And happy Sunday to you all. This week has seen once again the triumph of passion and belief over science and evidence. It marks a retreat from discovery and part of a slow march towards misplaced trust. It has not been a good week for science. I am trying to comfort myself with the thought that the relationship between science and its enemies works like a pendulum, and this has just been a bad week.
The release of the report, Global Climate Change Impacts in the United States, should have helped advance the cause of science. After all, it calls itself a State of Knowledge Report from the U.S. Global Change Research Program. However, a week's worth of review has revealed the document to be more of a religious tract aimed at comforting the comfortable and afflicting the already afflicted. See here, here, here and here for my previous reports.

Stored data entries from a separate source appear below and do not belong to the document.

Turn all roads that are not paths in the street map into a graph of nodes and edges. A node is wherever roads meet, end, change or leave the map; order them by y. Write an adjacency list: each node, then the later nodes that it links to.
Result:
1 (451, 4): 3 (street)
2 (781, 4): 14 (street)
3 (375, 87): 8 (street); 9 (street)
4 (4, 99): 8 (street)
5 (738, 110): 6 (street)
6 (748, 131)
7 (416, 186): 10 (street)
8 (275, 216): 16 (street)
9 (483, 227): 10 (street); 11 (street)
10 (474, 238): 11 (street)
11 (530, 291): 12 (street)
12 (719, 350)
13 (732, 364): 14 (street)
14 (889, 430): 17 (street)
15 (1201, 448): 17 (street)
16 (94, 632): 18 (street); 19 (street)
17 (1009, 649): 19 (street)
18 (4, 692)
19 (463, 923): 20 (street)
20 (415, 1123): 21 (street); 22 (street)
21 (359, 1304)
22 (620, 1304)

The report says that we know things that in fact we do not know. It claims to see a future that in fact we cannot see. It claims to be reviewed by peers to increase its trustworthiness. In fact, many of the publications cited were works of the report's authors. Some of the work is not at all peer-reviewed, despite the claims of the report.

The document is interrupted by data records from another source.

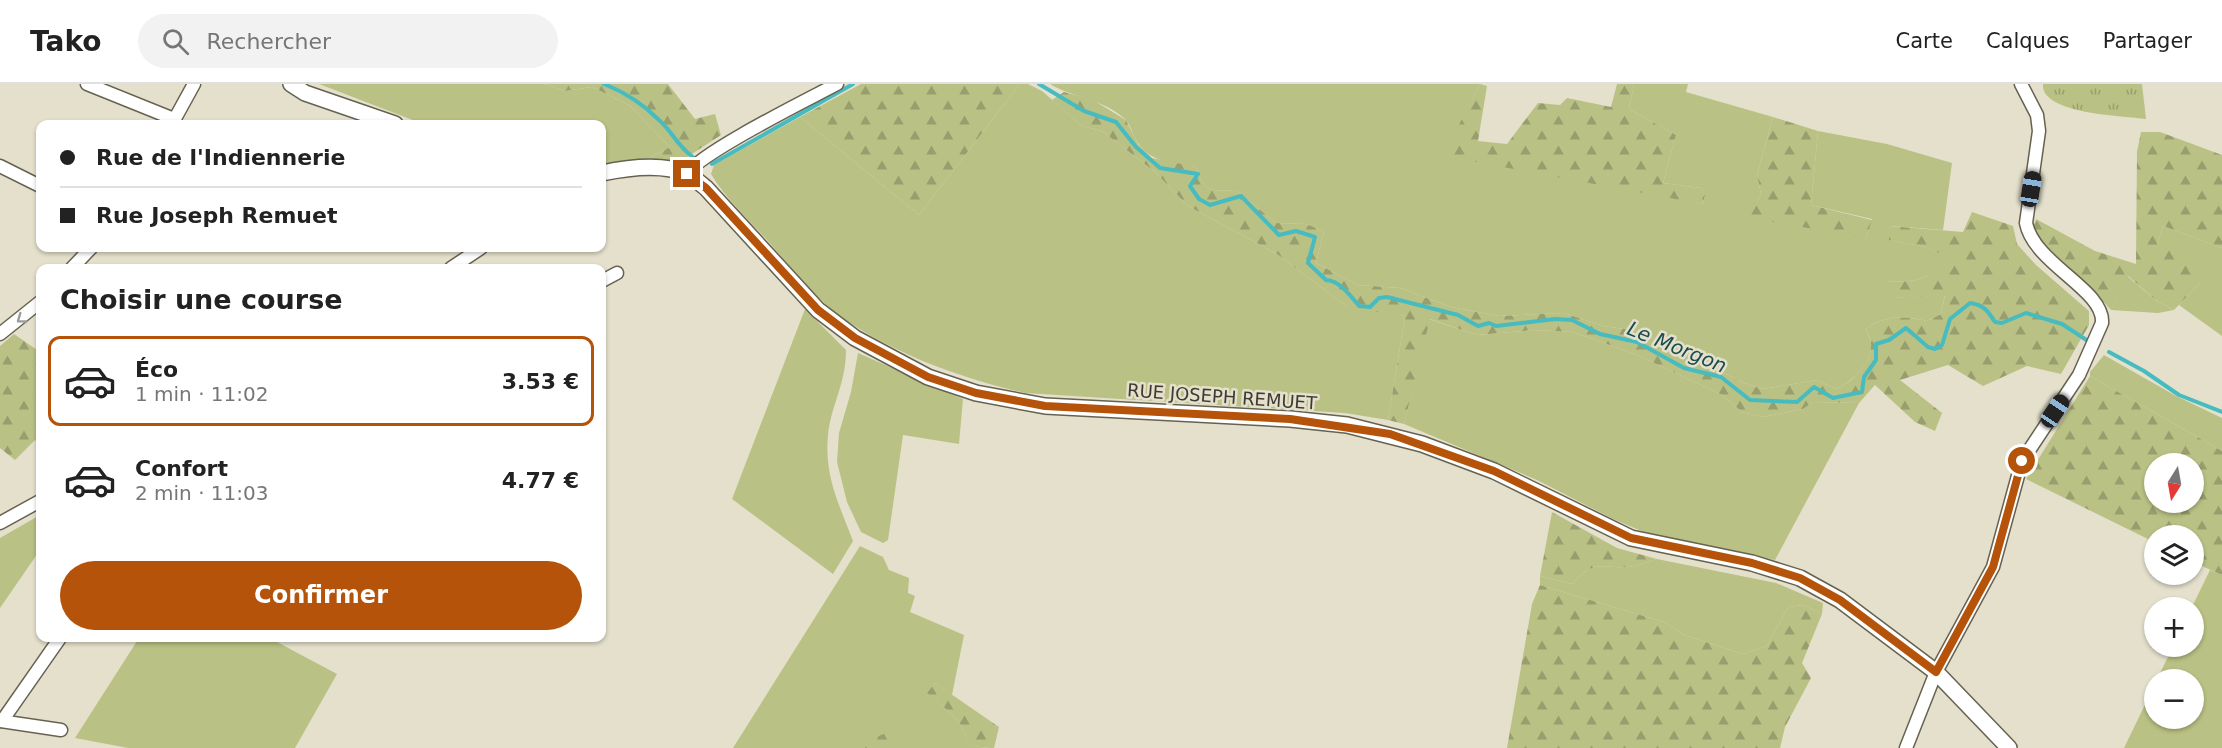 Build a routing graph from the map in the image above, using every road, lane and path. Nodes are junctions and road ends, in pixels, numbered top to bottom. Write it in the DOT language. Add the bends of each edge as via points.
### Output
graph roads {
  1 [pos="87,84"];
  2 [pos="194,84"];
  3 [pos="291,84"];
  4 [pos="837,84"];
  5 [pos="2021,84"];
  6 [pos="168,120"];
  7 [pos="174,120"];
  8 [pos="383,120"];
  9 [pos="0,166"];
  10 [pos="606,172"];
  11 [pos="687,174"];
  12 [pos="36,184"];
  13 [pos="87,252"];
  14 [pos="475,252"];
  15 [pos="76,264"];
  16 [pos="457,264"];
  17 [pos="617,273"];
  18 [pos="606,279"];
  19 [pos="36,305"];
  20 [pos="0,334"];
  21 [pos="36,503"];
  22 [pos="0,523"];
  23 [pos="57,642"];
  24 [pos="1936,672"];
  25 [pos="1,721"];
  26 [pos="61,730"];
  27 [pos="1906,748"];
  28 [pos="2009,748"];
  1 -- 6 [label="street"];
  2 -- 7 [label="street"];
  3 -- 8 [label="street" via="305,93"];
  4 -- 11 [label="street" via="713,152"];
  5 -- 24 [label="street" via="2037,116 2038,131 2025,223 2028,233 2042,253 2094,298 2103,314 2102,322 2079,375 2022,461 1993,567"];
  9 -- 12 [label="street"];
  10 -- 11 [label="street, RUE JOSEPH REMUET" via="668,169"];
  11 -- 24 [label="street, RUE JOSEPH REMUET" via="706,188 818,310 855,338 928,377 976,393 1045,406 1290,419 1390,434 1494,471 1631,538 1752,563 1800,578 1840,600"];
  13 -- 15 [label="street"];
  14 -- 16 [label="street"];
  17 -- 18 [label="street"];
  19 -- 20 [label="street, one-way"];
  21 -- 22 [label="street"];
  23 -- 25 [label="street"];
  24 -- 27 [label="street"];
  24 -- 28 [label="street, RUE JOSEPH REMUET"];
  25 -- 26 [label="street"];
}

The report is criticized more completely here, here, here, here, here, and a summary of other criticisms is found here.
And of course, it repeats the necessary lie--that the science behind climate change is beyond debate. It does so by, as always, mixing one truth with two lies. The truth is the existence and operation of the greenhouse effect, that CO2 will increase warmth retained by the atmosphere. Nobody disputes this, and few dispute the mathematical equations that show that doubling CO2 will increase temperatures by between 1.6 and 2.1 degrees Celsius. But the claims that this will trigger a feedback in other gases that multiplies this warming is not proven (although reasonable, it remains to be demonstrated and certainly nobody can say by how much)--and yet it is an assumption that is built in to the computer models that have replaced evidence in this debate. However, when scientists object to the second assumption about feedbacks--and many have--they are accused by the environmentalist lobby of not believing the first assumption. It is deliberate propaganda, and it is deplorable.

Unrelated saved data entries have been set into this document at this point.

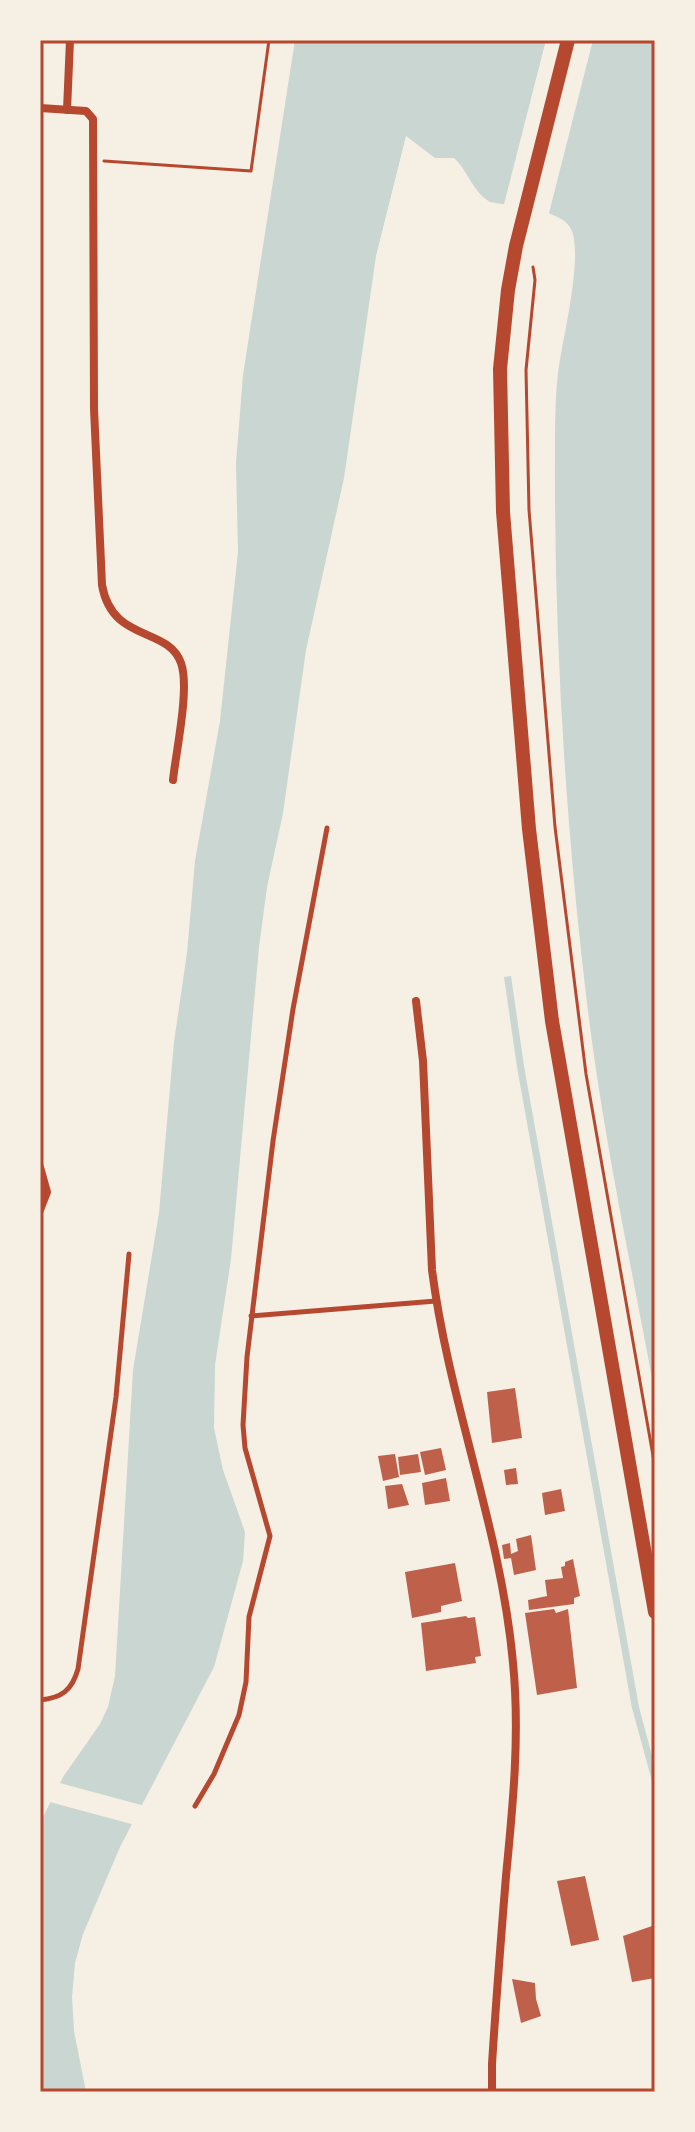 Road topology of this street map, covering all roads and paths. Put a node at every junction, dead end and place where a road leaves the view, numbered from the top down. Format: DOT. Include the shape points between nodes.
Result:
graph roads {
  1 [pos="70,40"];
  2 [pos="269,40"];
  3 [pos="568,40"];
  4 [pos="40,108"];
  5 [pos="67,110"];
  6 [pos="93,160"];
  7 [pos="533,267"];
  8 [pos="173,780"];
  9 [pos="327,828"];
  10 [pos="416,1001"];
  11 [pos="40,1167"];
  12 [pos="40,1210"];
  13 [pos="129,1254"];
  14 [pos="436,1301"];
  15 [pos="251,1316"];
  16 [pos="655,1467"];
  17 [pos="655,1612"];
  18 [pos="40,1700"];
  19 [pos="195,1806"];
  20 [pos="492,2092"];
  1 -- 5 [label="street"];
  2 -- 6 [label="path" via="251,171"];
  3 -- 17 [label="main road" via="516,246 502,328 503,512 529,829 560,1078"];
  4 -- 5 [label="street"];
  5 -- 6 [label="street" via="91,114"];
  6 -- 8 [label="street" via="94,436 102,585 116,618 171,649 181,663 184,685"];
  7 -- 16 [label="path" via="526,370 529,510 555,827 586,1074"];
  9 -- 15 [label="lane" via="293,1009"];
  10 -- 14 [label="street"];
  11 -- 12 [label="street" via="47,1192"];
  13 -- 18 [label="lane" via="116,1397 78,1669 66,1693"];
  14 -- 15 [label="lane"];
  14 -- 20 [label="street" via="488,1518 513,1661 515,1762"];
  15 -- 19 [label="lane" via="243,1425 252,1479 270,1536 249,1617 239,1715"];
}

Far more interesting than the report itself are the comments submitted when it was in draft stage. The fact that the paper attracted 359 pages of comments, mostly harshly negative, and that the response of the report writers was so defensive ('We comply with all laws and regulations'?) should have warned us all. I highly recommend a quick flip through the comments to anyone who wonders if the debate on global warming is actually settled. It is obviously not.
It has already been compared to the works of Pravda by one scientist, so I won't pile on any more. But I will say that this report is worse than wrong--it is a mistake. At a time when an ambitious energy policy (which I support) and a controversial funding mechanism (which I support) called cap and trade is before Congress, it will not help the Administration's cause to have a report that is so easily discredited and so thoroughly biased.
Yesterday I compared the report to Iraq's Dodgy Dossier, the manufactured set of lies used to goad us into attacking Iraq. It's actually worse, serving as a prime example of policy-based evidence.
For a quick look at how it could have played out, we turn to Australia, where one Senator has actually started a mini-debate on global warming, bringing climate skeptics into a chamber with an administration official and the administration's scientists to talk through the issues. We should be so lucky. Instead we are conducting a sham debate on behalf of special interests and politicians who apparently want to mislead us on where the science is today.